I was outside spraying vines. Anyone living in the deep south knows what I'm talking about. Grape vines, thorned vines. Vines so tough you can put a chain on them and pull them out of trees without them breaking.

Anyway, I walked over to a sapling to check for those danged vines when I spotted something. There's a rub on the tree and the tree is leaning. This tree is about 20, 25 feet off the house.

It's May. Deer shouldn't be doing rubs. What else is out there than can do something like that?

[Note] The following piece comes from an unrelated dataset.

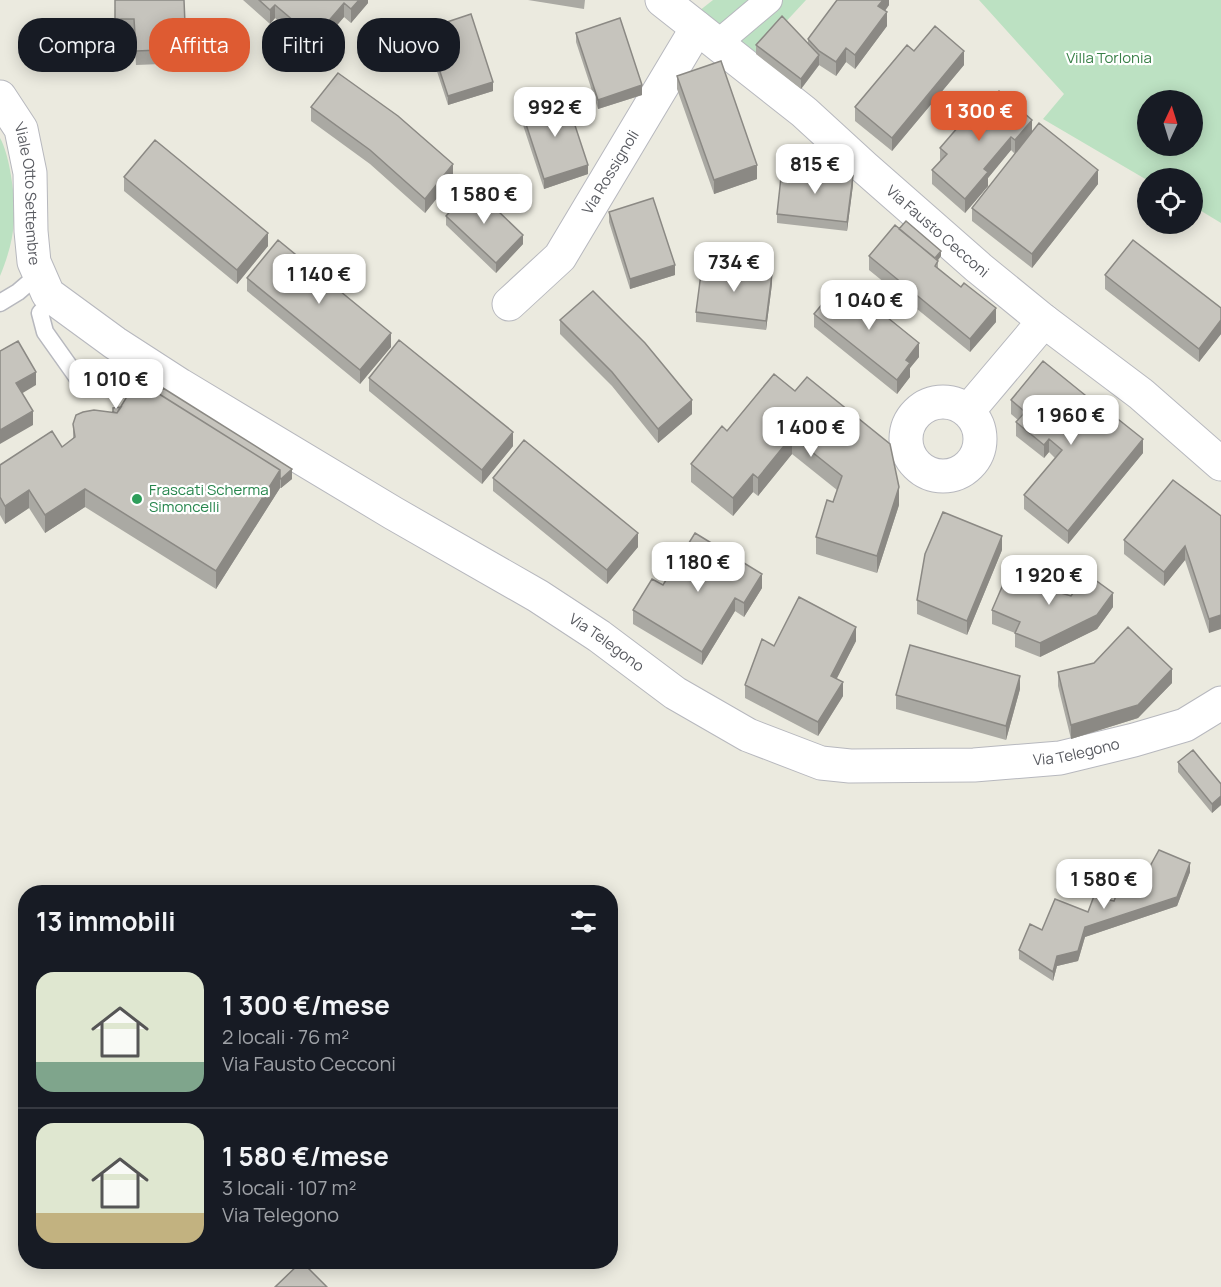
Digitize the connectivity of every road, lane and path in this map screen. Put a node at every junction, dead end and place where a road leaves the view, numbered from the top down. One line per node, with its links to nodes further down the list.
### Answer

The tree is so damaged I'll end up taking it out.


----------



## Poultry Judge (Jul 15, 2020)

robin416 said:


> I was outside spraying vines. Anyone living in the deep south knows what I'm talking about. Grape vines, throned vines. Vines so touch you can put a chain on them and pull them out of trees without them breaking.
> 
> Anyway, I walked over to a sapling to check for those danged vines when I spotted something. There's a rub on the tree and the tree is leaning. This tree is about 20, 25 feet off the house.
> 
> ...


We have already ascertained in past threads that you have a negative relationship with the Bigfoot in your pines.


----------



## Overmountain1 (Jun 5, 2020)

YES. Vines and ivy of all types. Lovely. I fight with the morning glories in my strawberries every year. Hard to pull just the one out, as strawberries have such shallow roots too! 
I get it. Like a jungle.... just watch out for the Bigfoot.


----------



## imnukensc (Dec 5, 2020)

robin416 said:


> It's May. Deer shouldn't be doing rubs. What else is out there than can do something like that?


Your tractor?


----------



## danathome (Sep 14, 2020)

*Bear?*


----------



## robin416 (Sep 8, 2013)

Poultry Judge said:


> We have already ascertained in past threads that you have a negative relationship with the Bigfoot in your pines.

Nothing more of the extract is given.